Wilcoxon ranksum test

Any plans for a Wilcoxon ranksum test in the expression language?

Can you educate us on use case? Are you thinking of input as two non-empty arrays of numeric values, and output the 2-sided p-value coming from the normal approximation for the null distribution?

Yep, in my case I want to do the test on 2 arrays (of allele frequencies across variants, but I’m happy to coerce the the data into arrays in a KeyTable).

Bumping a 5 year old(!) thread. Are there recent thoughts on an aggregator that might implement a wilcoxon ranksum? Approximate is probably fine using the quantile data within the approximate median framework.

Curious to hear others’ thoughts, but it seems like we could compute an approximate test statistic with a two pass approach that in the first pass computes the approximate quantiles and the N, and in the second pass compute the sum of approximate rank (where rank is computed from the quantiles and N).

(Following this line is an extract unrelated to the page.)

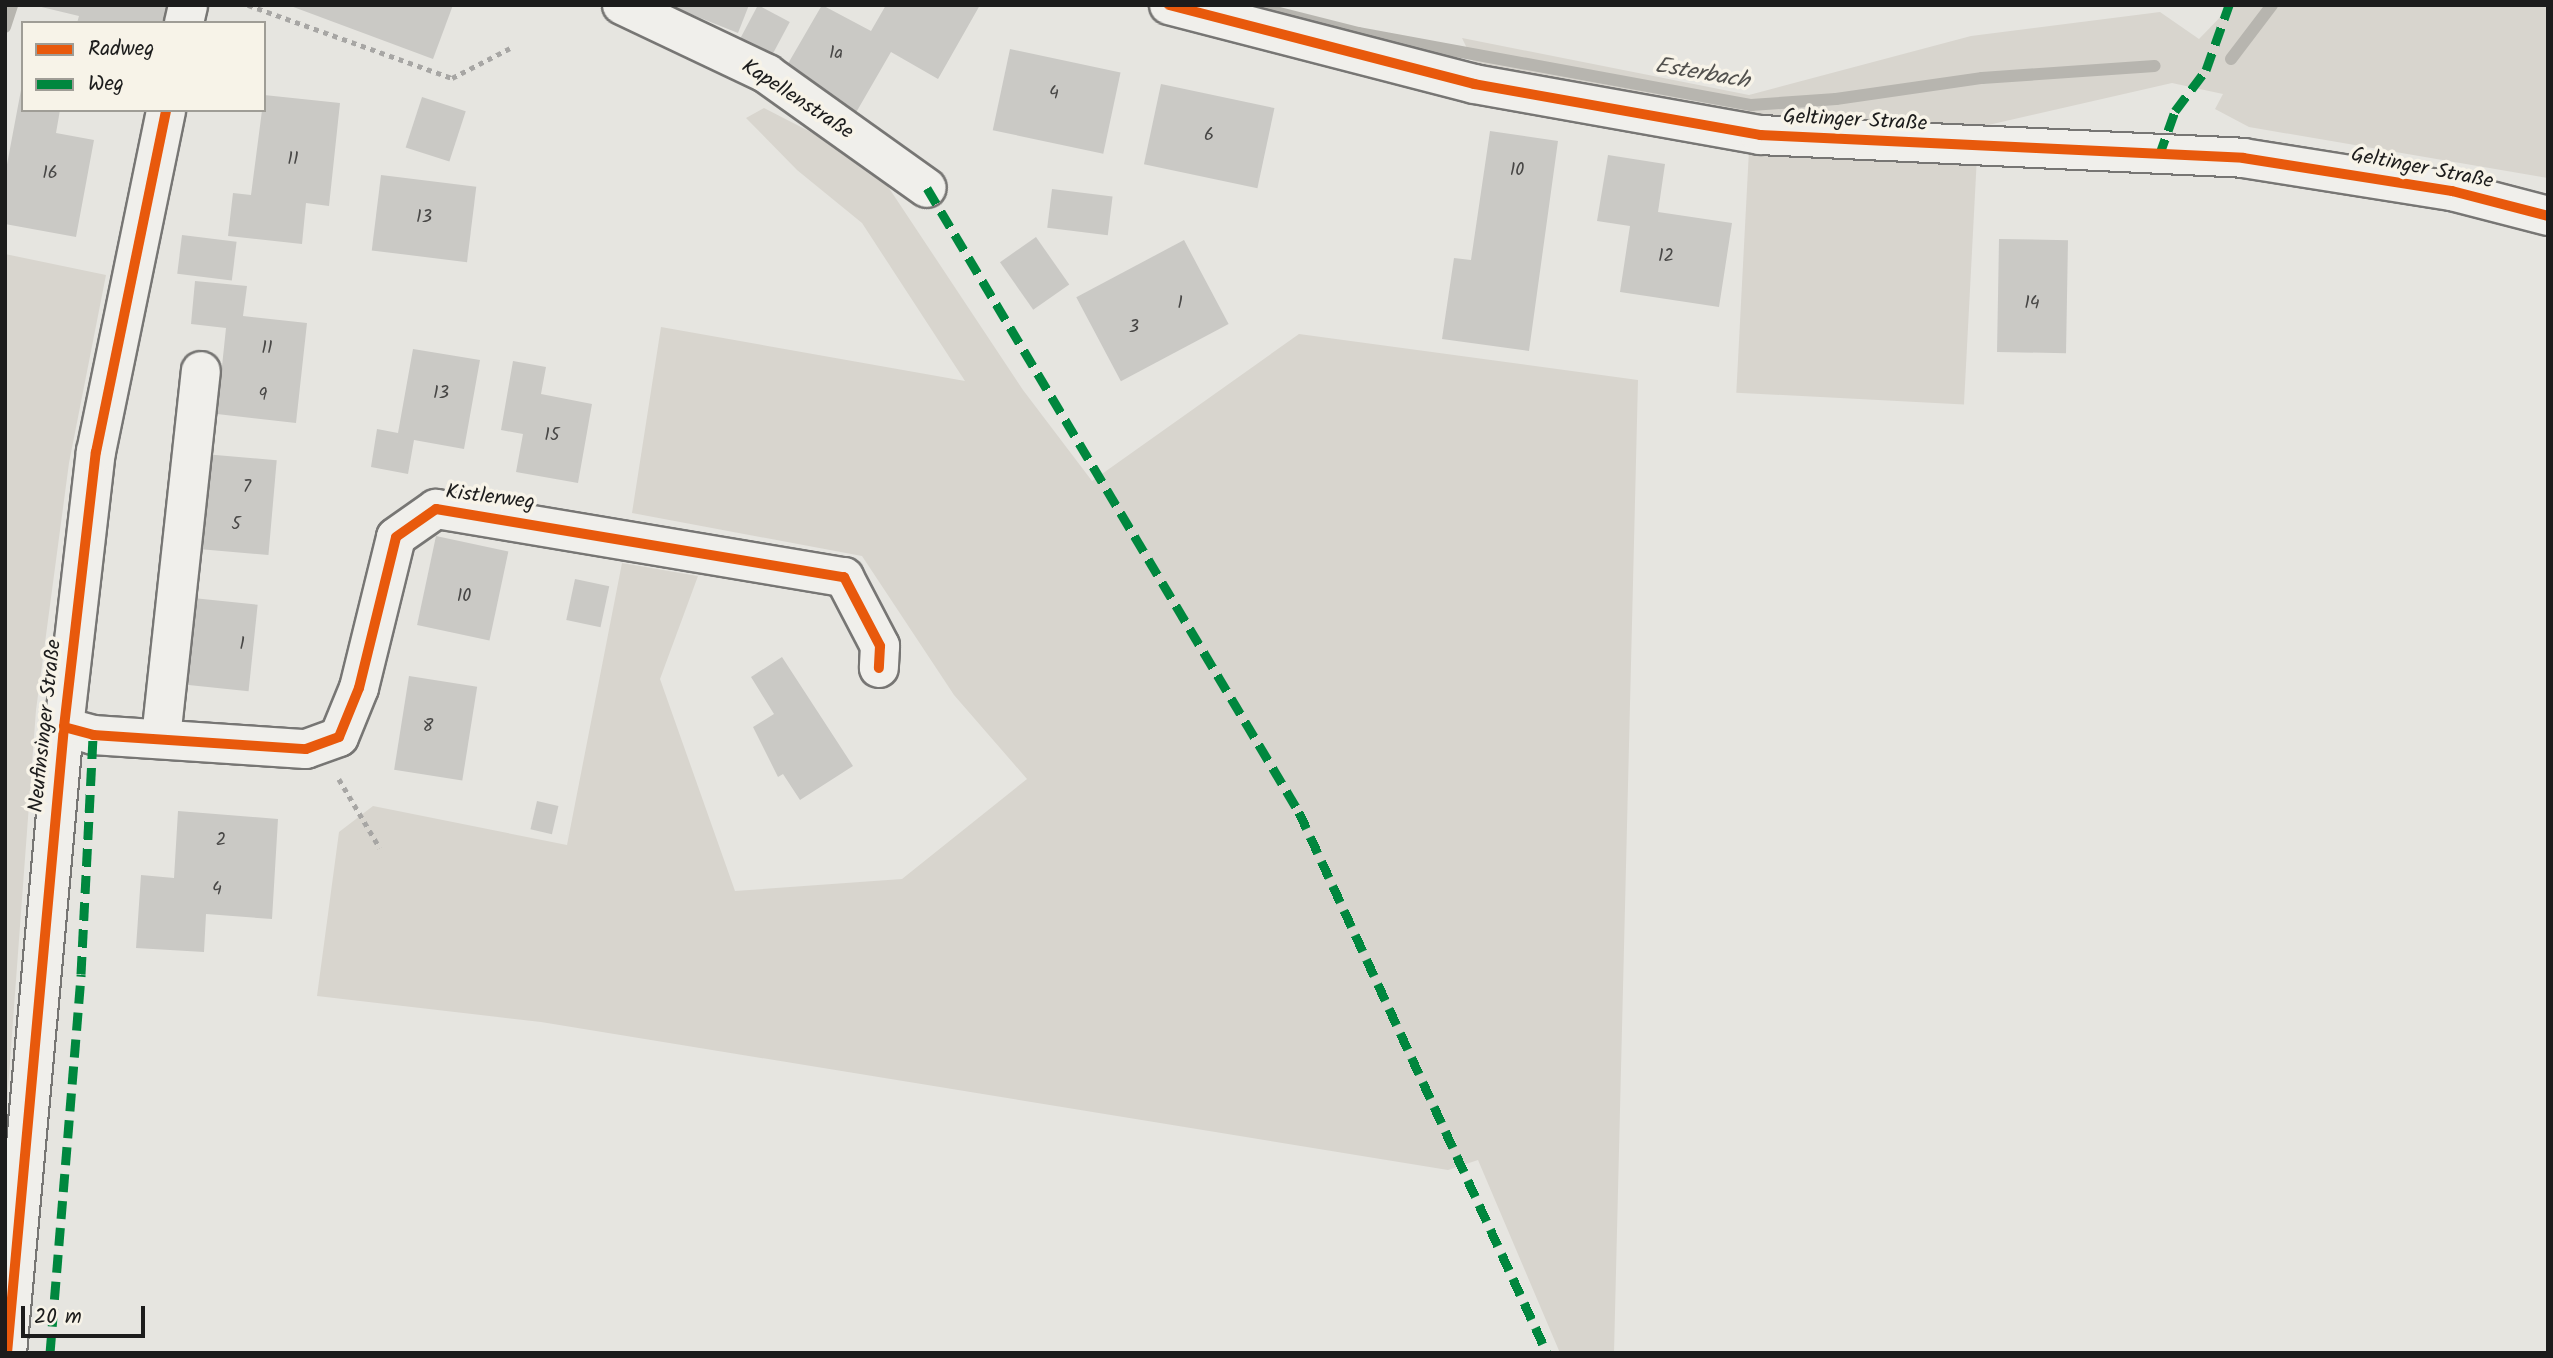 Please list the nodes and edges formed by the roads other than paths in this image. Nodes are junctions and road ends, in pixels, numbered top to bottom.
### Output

That was my first thought as well. But it’s not obvious to me how to handle the averaging of ranks of repeated values (going off of the description on wikipedia). I’d have to think about it for a bit, but it also seems possible you could compute an approximate test statistic directly from the approx cdfs of the two distributions.

I think I’ve convinced myself the second pass isn’t necessary. Next week I can try implementing a function to compute the U statistic given two approx cdfs.

@konradjk What is your timeline for wanting to use this?

No strong urgency, but good to have it on the roadmap!